農業における科学技術振興の動き~野菜生産を中心に~

農林水産省 農林水産技術会議事務局 研究総務官 菱沼 義久

1 はじめに

強い農業の実現には、現場の課題を科学技術の力で克服していくことが不可欠です。このことは世界的な潮流となっており、特に、欧米を中心とする先進国では、ICTやロボティクスなどの最先端技術を活用して、各国それぞれの目的・営農形態に応じた最先端農業の展開を推進しています。ここでは、わが国の農業における技術開発の考え方や最近の農業、特に、野菜生産におけるイノベーション創出に向けた動きを紹介します。

2 農業分野における技術開発 ~二つの分野で推進~

農業分野における研究開発は二つの分野で推進していくことが重要です。一つは、担い手などの生産現場のニーズを踏まえて明確な開発目標を立て、企業や大学とも連携しながら、現場での実装を視野に入れた技術開発を推進します。すなわち、「現場ニーズ対応型の研究開発」です。もう一つは、国が中長期的視点で取り組むべき基礎的・先導的な技術開発を推進します。すなわち、「イノベーション創出のための研究開発」です。

(1) 現場ニーズ対応型の研究開発

この研究開発の中で、野菜生産に関するものでは、新たな資材などを組み合わせた低コスト高温対策技術と夏越し栽培体系の確立や、ドローンやじょう設置型気象データセンサーなどを活用した栽培管理効率化・安定生産技術の開発などに取り組んでいます。

(2) イノベーション創出のための研究開発

この研究開発では、①多方面の技術開発への応用や、②技術水準の飛躍的向上を可能とする基礎的技術の開発、③異分野の先端技術の導入により従来型技術の延長では実現不可能なブレークスルー(注1)を可能とする研究開発など、農産物などの生産・流通システムなどに変革をもたらすイノベーションを創出する技術開発を推進します。具体的には、ゲノム編集技術を用いた高機能性成分を有する野菜の開発や、センサー、ロボティクス技術などを導入した自律型の野菜収穫機の開発などが考えられます。

注1:科学技術などが飛躍的に進歩すること。

3 農業におけるイノベーション創出

欧米では、最先端技術を導入し、「精密農業」、これは、複雑で多様なバラツキのある農地・農作物の状態をよく観察し、きめ細かく制御し、収量・品質の向上および環境負荷低減を総合的に達成しようとする農業管理手法ですが、これを積極的に展開する流れとなっています。

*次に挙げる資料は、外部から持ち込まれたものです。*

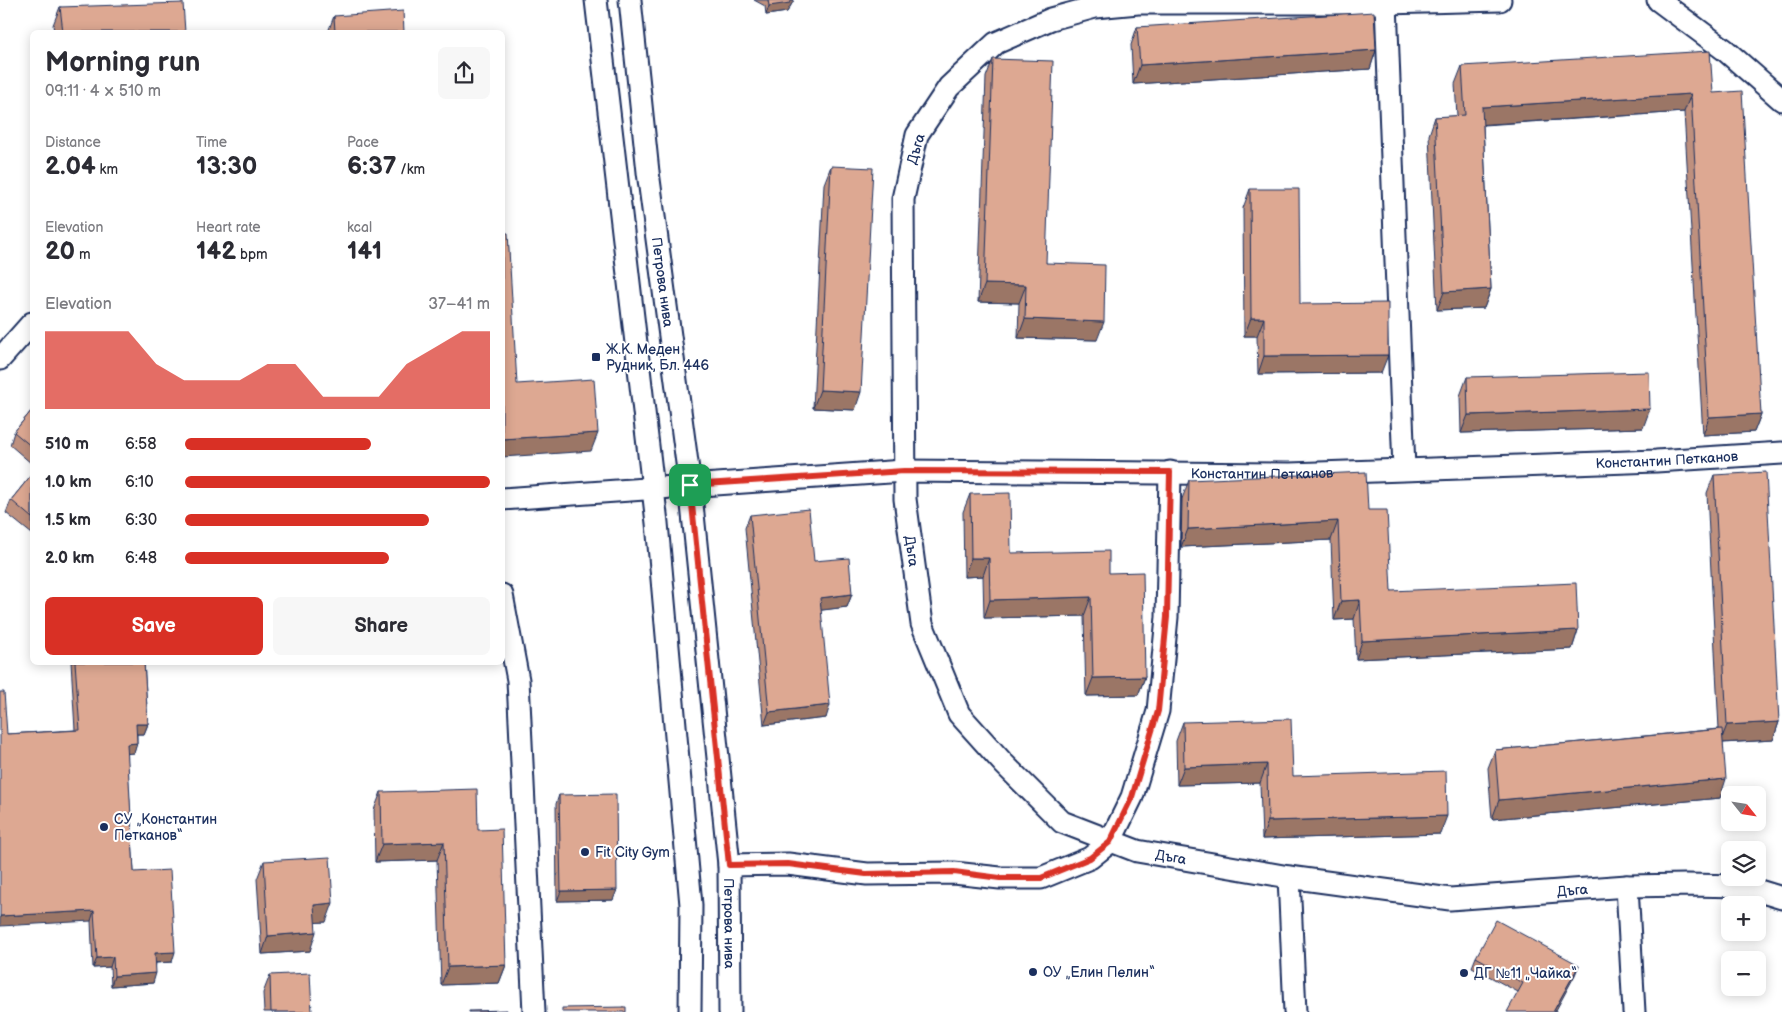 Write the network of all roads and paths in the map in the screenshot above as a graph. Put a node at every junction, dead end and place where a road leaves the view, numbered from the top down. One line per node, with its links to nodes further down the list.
1 (596, 0): 14 (street)
2 (630, 0): 13 (street, Петрова нива)
3 (1500, 0): 5 (street, Дъга)
4 (1658, 0): 6 (street)
5 (1386, 3): 10 (street); 11 (street, Дъга)
6 (1782, 100)
7 (30, 325): 8 (street)
8 (0, 360)
9 (1782, 452): 10 (street, Константин Петканов)
10 (1404, 469): 12 (street, Константин Петканов)
11 (904, 471): 12 (street, Константин Петканов); 13 (street, Константин Петканов); 17 (street, Дъга)
12 (1170, 472): 17 (street)
13 (690, 485): 14 (street, Константин Петканов); 18 (street, Петрова нива)
14 (654, 488): 15 (street, Константин Петканов); 23 (street)
15 (505, 499)
16 (505, 611): 22 (street)
17 (1110, 842): 18 (street); 19 (street, Дъга)
18 (729, 865): 24 (street, Петрова нива)
19 (1289, 877): 20 (street, Дъга); 25 (street)
20 (1627, 886): 21 (street, Дъга); 26 (street)
21 (1782, 898)
22 (534, 1012)
23 (690, 1012)
24 (730, 1012)
25 (1295, 1012)
26 (1634, 1012)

ただし、オランダが先行しているトマトやパプリカなどを除き、施設園芸や露地野菜を対象とした精密農業は未だ進んでいません。さらに、日本の強みである緻密な栽培に基づく糖度や見た目などの高い品質を重視しようという考えは希薄です。また、センサー技術などの最先端技術は、世界に比較して、わが国で多く蓄積されており、わが国の強みを生かした「工業×農業」の融合が図られる可能性が高い状況です。

このことから、わが国では、水田農業の穀物生産だけでなく、野菜や果樹などについても、最先端技術を導入した農業、すなわち、スマート農業の技術開発を世界に先駆けて実施することとしています。現時点では構想段階ですが、例えば、多様なデータを自動センシングしてビッグデータ解析し、自動管理する技術や、スペック・機能の特化、ダウンサイジングなど、従来にない発想での自動作業農業機械の開発などが挙げられます。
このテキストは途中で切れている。